▶ _Available data_:
^^^^^^^^
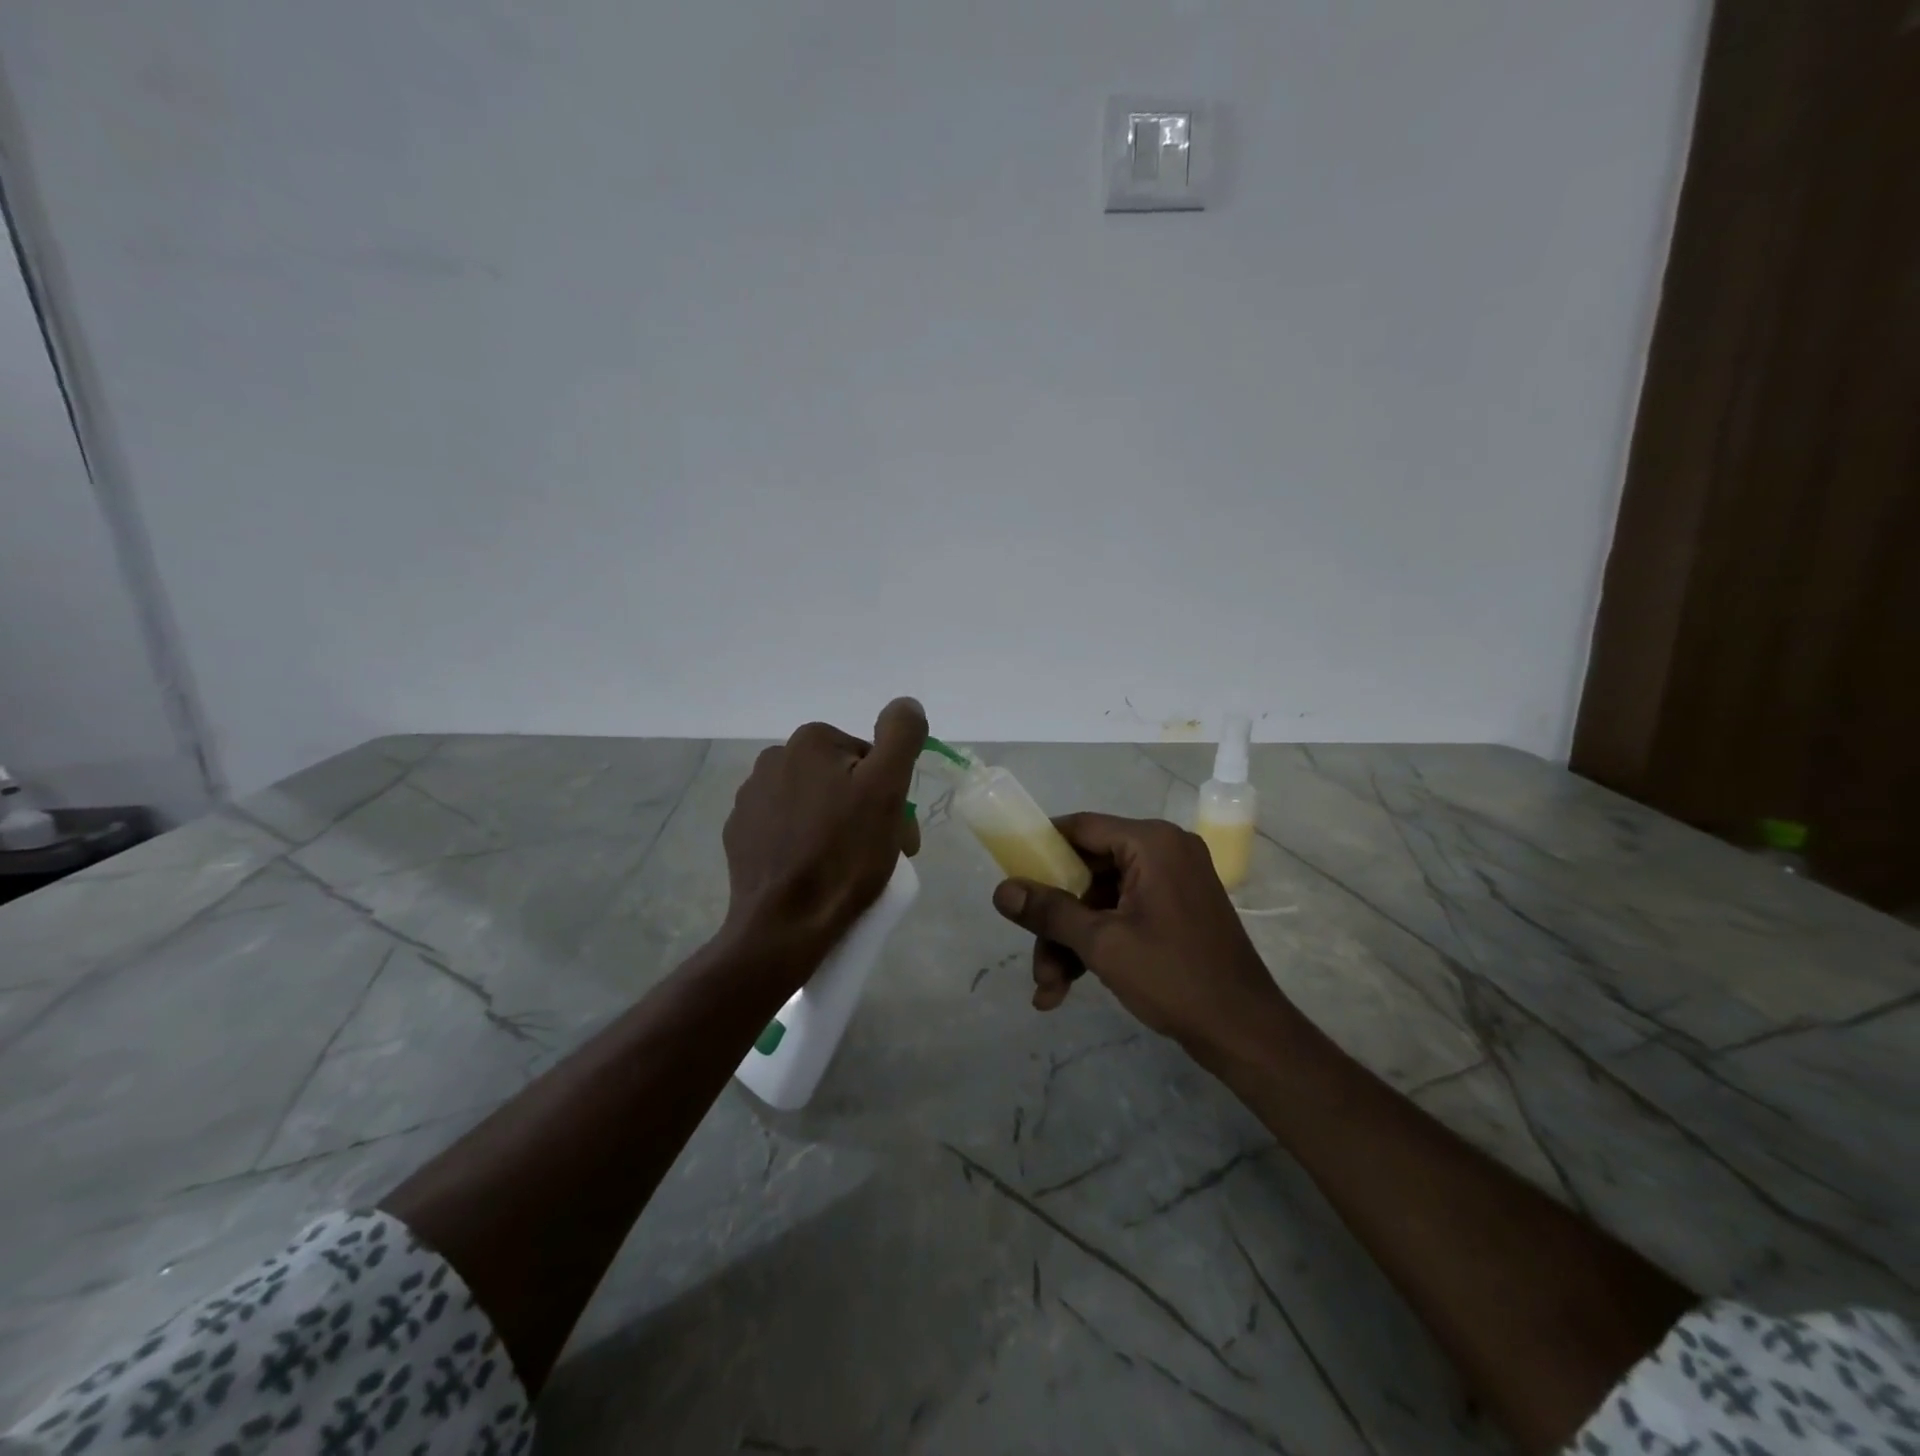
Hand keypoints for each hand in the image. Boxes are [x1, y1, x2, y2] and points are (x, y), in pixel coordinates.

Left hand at [722, 698, 925, 960]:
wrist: (784, 924)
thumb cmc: (843, 855)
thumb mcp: (886, 789)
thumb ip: (901, 735)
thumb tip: (906, 703)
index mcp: (811, 741)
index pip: (869, 758)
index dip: (891, 794)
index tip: (898, 833)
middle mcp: (774, 758)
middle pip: (841, 780)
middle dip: (865, 811)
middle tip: (879, 854)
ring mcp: (750, 798)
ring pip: (814, 804)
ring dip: (836, 826)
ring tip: (847, 868)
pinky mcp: (739, 834)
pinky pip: (786, 828)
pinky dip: (805, 842)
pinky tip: (814, 872)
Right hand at [990, 813, 1293, 1052]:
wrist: (1246, 1032)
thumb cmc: (1174, 977)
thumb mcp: (1102, 943)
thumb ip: (1049, 912)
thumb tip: (1001, 891)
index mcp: (1152, 843)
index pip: (1081, 827)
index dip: (1041, 848)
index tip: (1011, 875)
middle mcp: (1164, 852)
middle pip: (1087, 871)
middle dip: (1056, 918)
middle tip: (1034, 958)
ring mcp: (1172, 882)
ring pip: (1101, 899)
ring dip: (1071, 940)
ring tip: (1049, 990)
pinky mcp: (1176, 910)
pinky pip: (1123, 913)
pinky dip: (1097, 944)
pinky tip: (1069, 986)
^^^^^^^^
Everything from the line containing "index mcp: (1152, 843)" to the end of the listing above must be returned exactly. Both end lines belong in it.

▶ _Exercise solution_:
index mcp: (1152, 843)
index pip: (1081, 827)
index dip: (1041, 848)
index tip: (1011, 875)
middle mcp: (1164, 852)
middle pip: (1087, 871)
middle dip: (1056, 918)
middle tip: (1034, 958)
ring mcp: (1172, 882)
ring pip: (1101, 899)
ring dip: (1071, 940)
ring tip: (1049, 990)
pinky mcp: (1176, 910)
pinky pip: (1123, 913)
pinky dip: (1097, 944)
pinky tip: (1069, 986)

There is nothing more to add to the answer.